Liquid mirrors
How the hero blob actually works: a raymarched signed distance field with a chromatic mirror finish — plus the site's curated blob collection.
The blob at the top of every post is not a mesh, not an SVG filter, and not a video. It is ninety-odd lines of GLSL raymarching a signed distance field, drawn on a single fullscreen triangle. Here is how it works — and the site's whole blob collection, further down.
A sphere, dented by noise
A signed distance field answers one question: how far is this point from the
surface? For a sphere that's length(p) - radius. The blob dents that sphere
with two octaves of flowing value noise:
float sdBlob(vec3 p) {
vec3 q = p * u_rot; // world -> object space
float lump = 0.7 * noise(q * 1.4 + drift)
+ 0.3 * noise(q * 2.6 - drift * 1.3);
return length(p) - 0.7 - (lump - 0.5) * 0.46;
}drift slides through the noise field with time, so the lumps travel across
the surface and the shape never repeats. Each pixel marches a ray toward the
field until it hits — with 0.55x steps, because displacement makes the
distance estimate a liar and full steps would tunnel through thin lobes.
Surface normals come from four extra field samples arranged as a tetrahedron.
The rotation trick is the line with u_rot. Dragging updates a yaw/pitch
matrix, and multiplying the sample point by it (GLSL's p * M is Mᵀp, the
inverse of an orthonormal rotation) evaluates the noise in the blob's own
space. The lumps — and the silhouette — genuinely rotate.
The chrome is dispersion
The mirror finish is a reflection of an environment that doesn't exist. The view ray reflects off the normal and samples fractal noise — but three times, at slightly different scales, one per color channel:
vec3 disp = vec3(
fbm(refl * 1.52 + shift),
fbm(refl * 1.60 + shift),
fbm(refl * 1.68 + shift));The channels de-align exactly the way light splits in a prism, so every reflection carries rainbow fringes. A cosine hue sweep scaled by fresnel adds the thin-film shimmer at the silhouette, where real soap films shift color.
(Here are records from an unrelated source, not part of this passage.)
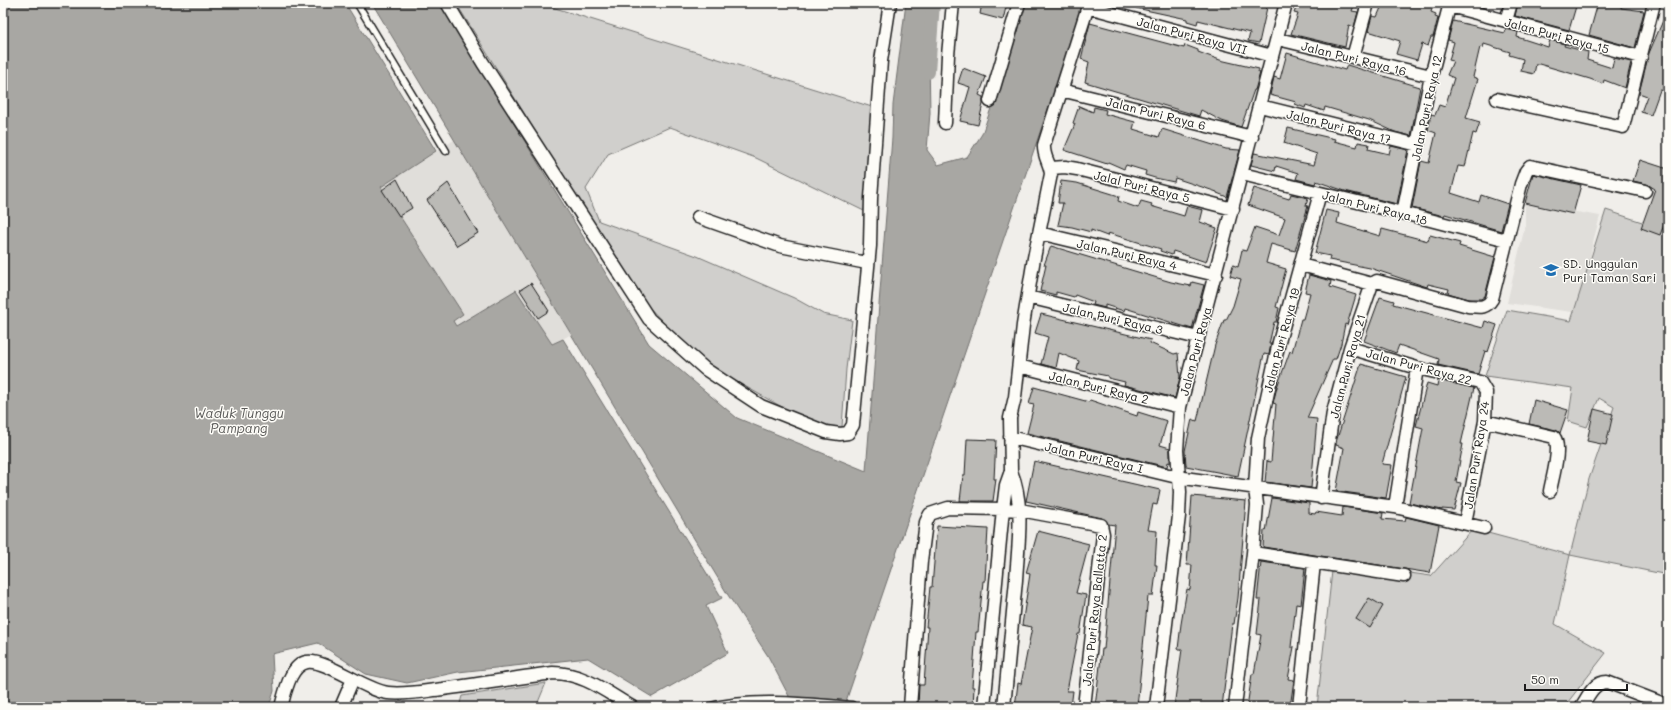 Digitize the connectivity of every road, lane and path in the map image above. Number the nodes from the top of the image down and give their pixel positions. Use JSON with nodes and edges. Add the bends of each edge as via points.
{"nodes":[{"id":1,"x":357,"y":3,"type":"edge"},
{"id":2,"x":447,"y":3,"type":"edge"},
{"id":3,"x":890,"y":3,"type":"edge"},
{"id":4,"x":953,"y":3,"type":"edge"},
{"id":5,"x":1019,"y":3,"type":"edge"},
{"id":6,"x":1286,"y":3,"type":"edge"},
{"id":7,"x":1368,"y":3,"type":"edge"},
{"id":8,"x":1511,"y":3,"type":"edge"},
{"id":9,"x":1654,"y":3,"type":"edge"},
{"id":10,"x":1089,"y":5,"type":"edge"},
{"id":11,"x":1450,"y":5,"type":"edge"},
{"id":12,"x":1506,"y":21,"type":"junction"},
{"id":13,"x":1278,"y":39,"type":"junction"},
{"id":14,"x":1272,"y":56,"type":"junction"},
{"id":15,"x":1353,"y":57,"type":"junction"},
{"id":16,"x":1641,"y":57,"type":"junction"},
{"id":17,"x":1431,"y":76,"type":"junction"},
{"id":18,"x":1060,"y":90,"type":"junction"},
{"id":19,"x":1497,"y":99,"type":"dead end"},
{"id":20,"x":990,"y":101,"type":"dead end"},
{"id":21,"x":1260,"y":106,"type":"junction"},
{"id":22,"x":945,"y":123,"type":"dead end"},
{"id":23,"x":1252,"y":136,"type":"junction"},
{"id":24,"x":1418,"y":145,"type":"junction"},
{"id":25,"x":446,"y":151,"type":"dead end"},
{"id":26,"x":1051,"y":168,"type":"junction"},
{"id":27,"x":1242,"y":174,"type":"junction"},
{"id":28,"x":1645,"y":191,"type":"dead end"},
{"id":29,"x":1320,"y":193,"type":"junction"},
{"id":30,"x":1233,"y":208,"type":"junction"},
{"id":31,"x":1402,"y":213,"type":"junction"},
{"id":32,"x":698,"y":218,"type":"dead end"},
{"id":33,"x":1039,"y":233,"type":"junction"},
{"id":34,"x":1507,"y":240,"type":"junction"},
{"id":35,"x":867,"y":263,"type":"junction"},
{"id":36,"x":1301,"y":264,"type":"junction"},
{"id":37,"x":1216,"y":275,"type":"junction"},
{"id":38,"x":1372,"y":284,"type":"junction"},
{"id":39,"x":1028,"y":297,"type":"junction"},
{"id":40,"x":1198,"y":338,"type":"junction"},
{"id":41,"x":1350,"y":348,"type":"junction"},
{"id":42,"x":1019,"y":366,"type":"junction"},
{"id":43,"x":1417,"y":368,"type":"junction"},
{"id":44,"x":1485,"y":388,"type":"joint"},
{"id":45,"x":1180,"y":407,"type":"junction"},
{"id":46,"x":1484,"y":421,"type":"junction"},
{"id":47,"x":1010,"y":437,"type":"junction"},
{"id":48,"x":1011,"y":471,"type":"junction"},
{"id":49,"x":1177,"y":476,"type":"junction"},
{"id":50,"x":1255,"y":488,"type":"junction"},
{"id":51,"x":1550,"y":491,"type":"dead end"},
{"id":52,"x":1321,"y":498,"type":"junction"},
{"id":53,"x":1396,"y":507,"type":"junction"},
{"id":54,"x":1003,"y":509,"type":"junction"},
{"id":55,"x":1020,"y":510,"type":"junction"},
{"id":56,"x":1465,"y":523,"type":"junction"},
{"id":57,"x":1484,"y":528,"type":"dead end"},
{"id":58,"x":1253,"y":553,"type":"junction"},
{"id":59,"x":1314,"y":564,"type":"junction"},
{"id":60,"x":1404,"y":576,"type":"dead end"},
{"id":61,"x":353,"y":679,"type":"junction"},
{"id":62,"x":1659,"y":702,"type":"dead end"},
{"id":63,"x":852,"y":705,"type":"dead end"},
{"id":64,"x":281,"y":707,"type":"edge"},
{"id":65,"x":340,"y":707,"type":"edge"},
{"id":66,"x":632,"y":707,"type":"edge"},
{"id":67,"x":706,"y":707,"type":"edge"},
{"id":68,"x":910,"y":707,"type":"edge"},
{"id":69,"x":984,"y":707,"type":"edge"},
{"id":70,"x":1004,"y":707,"type":"edge"},
{"id":71,"x":1084,"y":707,"type":"edge"},
{"id":72,"x":1156,"y":707,"type":"edge"},
{"id":73,"x":1234,"y":707,"type":"edge"},
{"id":74,"x":1299,"y":707,"type":"edge"},
{"id":75,"x":1581,"y":707,"type":"edge"}],
"edges":[{"from":1,"to":25,"type":"lane"},
{"from":2,"to":35,"type":"street","via":[[649,319],[705,369],[761,406],[826,432],[848,433],[853,425]]},
{"from":3,"to":35,"type":"street","via":[[881,61]]},
{"from":4,"to":22,"type":"street"},
{"from":5,"to":20,"type":"street"},
{"from":6,"to":13,"type":"street","name":"Jalan Puri Raya"},
{"from":7,"to":15,"type":"street"},
{"from":8,"to":12,"type":"street"},
{"from":9,"to":16,"type":"street"},
{"from":10,"to":14,"type":"street","name":"Jalan Puri Raya VII"},
{"from":10,"to":18,"type":"street"},
{"from":11,"to":12,"type":"street","name":"Jalan Puri Raya 15"},
{"from":11,"to":17,"type":"street","name":"Jalan Puri Raya 12"},
{"from":12,"to":16,"type":"street","name":"Jalan Puri Raya 15"},
{"from":13,"to":14,"type":"street","name":"Jalan Puri Raya"},
{"from":13,"to":15,"type":"street","name":"Jalan Puri Raya 16"},
{"from":14,"to":21,"type":"street","name":"Jalan Puri Raya"},
{"from":15,"to":17,"type":"street","name":"Jalan Puri Raya 16"},
{"from":16,"to":19,"type":"street","via":[[1623,127]]},
{"from":17,"to":24,"type":"street","name":"Jalan Puri Raya 12"},
{"from":18,"to":23,"type":"street","name":"Jalan Puri Raya 6"},
{"from":18,"to":26,"type":"street","via":[[1044,145],[1044,157]]},
{"from":21,"to":23,"type":"street","name":"Jalan Puri Raya"},
{"from":21,"to":24,"type":"street","name":"Jalan Puri Raya 17"},
{"from":23,"to":27,"type":"street","name":"Jalan Puri Raya"},
{"from":24,"to":31,"type":"street","name":"Jalan Puri Raya 12"},
{"from":26,"to":30,"type":"street","name":"Jalal Puri Raya 5","via":[[1077,169]]},
{"from":26,"to":33,"type":"street"},
{"from":27,"to":29,"type":"street","name":"Jalan Puri Raya 18"},
{"from":27,"to":30,"type":"street","name":"Jalan Puri Raya"},
{"from":28,"to":34,"type":"street","via":[[1530,166],[1521,184]]},
{"from":29,"to":31,"type":"street","name":"Jalan Puri Raya 18"},
{"from":29,"to":36,"type":"street","name":"Jalan Puri Raya 19"},
{"from":30,"to":37,"type":"street","name":"Jalan Puri Raya"},
{"from":31,"to":34,"type":"street","name":"Jalan Puri Raya 18"},
{"from":32,"to":35,"type":"street","via":[[780,246]]},
{"from":33,"to":37,"type":"street","name":"Jalan Puri Raya 4"},
{"from":33,"to":39,"type":"street"},
{"from":34,"to":38,"type":"street","via":[[1492,299],[1488,305],[1468,306],[1377,281]]},
{"from":36,"to":38,"type":"street"},
{"from":36,"to":50,"type":"street","name":"Jalan Puri Raya 19","via":[[1279,342],[1261,422]]},
{"from":37,"to":40,"type":"street","name":"Jalan Puri Raya"},
{"from":38,"to":41,"type":"street","name":"Jalan Puri Raya 21"},
{"from":39,"to":40,"type":"street","name":"Jalan Puri Raya 3"},
{"from":39,"to":42,"type":"street"},
{"from":40,"to":45,"type":"street","name":"Jalan Puri Raya"},
{"from":41,"to":43,"type":"street","name":"Jalan Puri Raya 22"},
{"from":41,"to":52,"type":"street","name":"Jalan Puri Raya 21","via":[[1333,412]]},
{"from":42,"to":45,"type":"street","name":"Jalan Puri Raya 2"},
{"from":42,"to":47,"type":"street","via":[[1010,418]]},
{"from":43,"to":44,"type":"street","name":"Jalan Puri Raya 22","via":[[1480,382]]},
{"from":43,"to":53,"type":"street"},
{"from":44,"to":46,"type":"street","name":"Jalan Puri Raya 24"},
{"from":45,"to":49,"type":"street","name":"Jalan Puri Raya"},
{"from":46,"to":51,"type":"street","via":[[1554,437],[1557,440],[1558,448]]},
{"from":46,"to":56,"type":"street","name":"Jalan Puri Raya 24"},
{"from":47,"to":48,"type":"street"},
{"from":47,"to":49,"type":"street","name":"Jalan Puri Raya I"},
{"from":48,"to":54,"type":"street","via":[[1006,485]]},
{"from":48,"to":55,"type":"street","via":[[1017,485]]},
{"from":49,"to":50,"type":"street","name":"Jalan Puri Raya I"},
{"from":49,"to":72,"type":"street","name":"Jalan Puri Raya","via":[[1180,492],[1178,516]]},
{"from":50,"to":52,"type":"street","name":"Jalan Puri Raya I"},
{"from":50,"to":58,"type":"street","name":"Jalan Puri Raya 19","via":[[1257,505]]},
{"from":52,"to":53,"type":"street","name":"Jalan Puri Raya I"},
{"from":53,"to":56,"type":"street","name":"Jalan Puri Raya I"},
{"from":54,"to":55,"type":"street"},
{"from":54,"to":68,"type":"street","via":[[948,508],[930,514],[926,522]]},
{"from":54,"to":69,"type":"street"},
{"from":55,"to":70,"type":"street"},
{"from":55,"to":71,"type":"street","name":"Jalan Puri Raya Ballatta 2","via":[[1101,525]]},
{"from":56,"to":57,"type":"street","name":"Jalan Puri Raya I"},
{"from":58,"to":59,"type":"street"},
{"from":58,"to":73,"type":"street","name":"Jalan Puri Raya 19"},
{"from":59,"to":60,"type":"street"},
{"from":59,"to":74,"type":"street"},
{"from":61,"to":64,"type":"street","via":[[317,663],[307,662],[299,665],[293,673]]},
{"from":61,"to":65,"type":"street"},
{"from":61,"to":66,"type":"street","via":[[370,688],[388,693],[401,693],[567,673],[580,676]]},
{"from":62,"to":75,"type":"street","via":[[1601,682],[1595,685]]},
{"from":63,"to":67,"type":"lane","via":[[727,702]]}]}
Poking it is a geometry operation
Hover ripples aren't a texture effect. The cursor adds a damped sine wave directly into the distance field, so the surface physically swells and dents — outline included — and the tilted normals catch light like disturbed liquid.
The collection
After a playground phase involving thirty periodic-table elements, a fabric drawer, and most of a museum wing, these are the keepers. Eight famous Van Gogh paintings reduced to three color stops each. Four materials — silk, lava, moss, amber — the last two carrying an emissive glow, being their own light sources. Fourteen elements whose palettes come from real chemistry: anodized titanium, vanadium's oxidation states, permanganate purple, rust on iron. And two originals that earned names: Foundry (bronze into gold) and Lagoon (teal into coral).
One detail matters technically: browsers cap live WebGL contexts per page, so twenty-eight canvases would evict each other. The grid below is a single context drawing every cell through its own viewport/scissor rectangle, with its own seed, colors, and rotation state. Hover to ripple one; drag to spin it. The home page deals one of these at random per visit.
Every cell runs the identical ninety lines of GLSL. Only three colors and one seed differ — determinism doing the work of variety. Drag The Starry Night: it rotates, which is more than the original can say.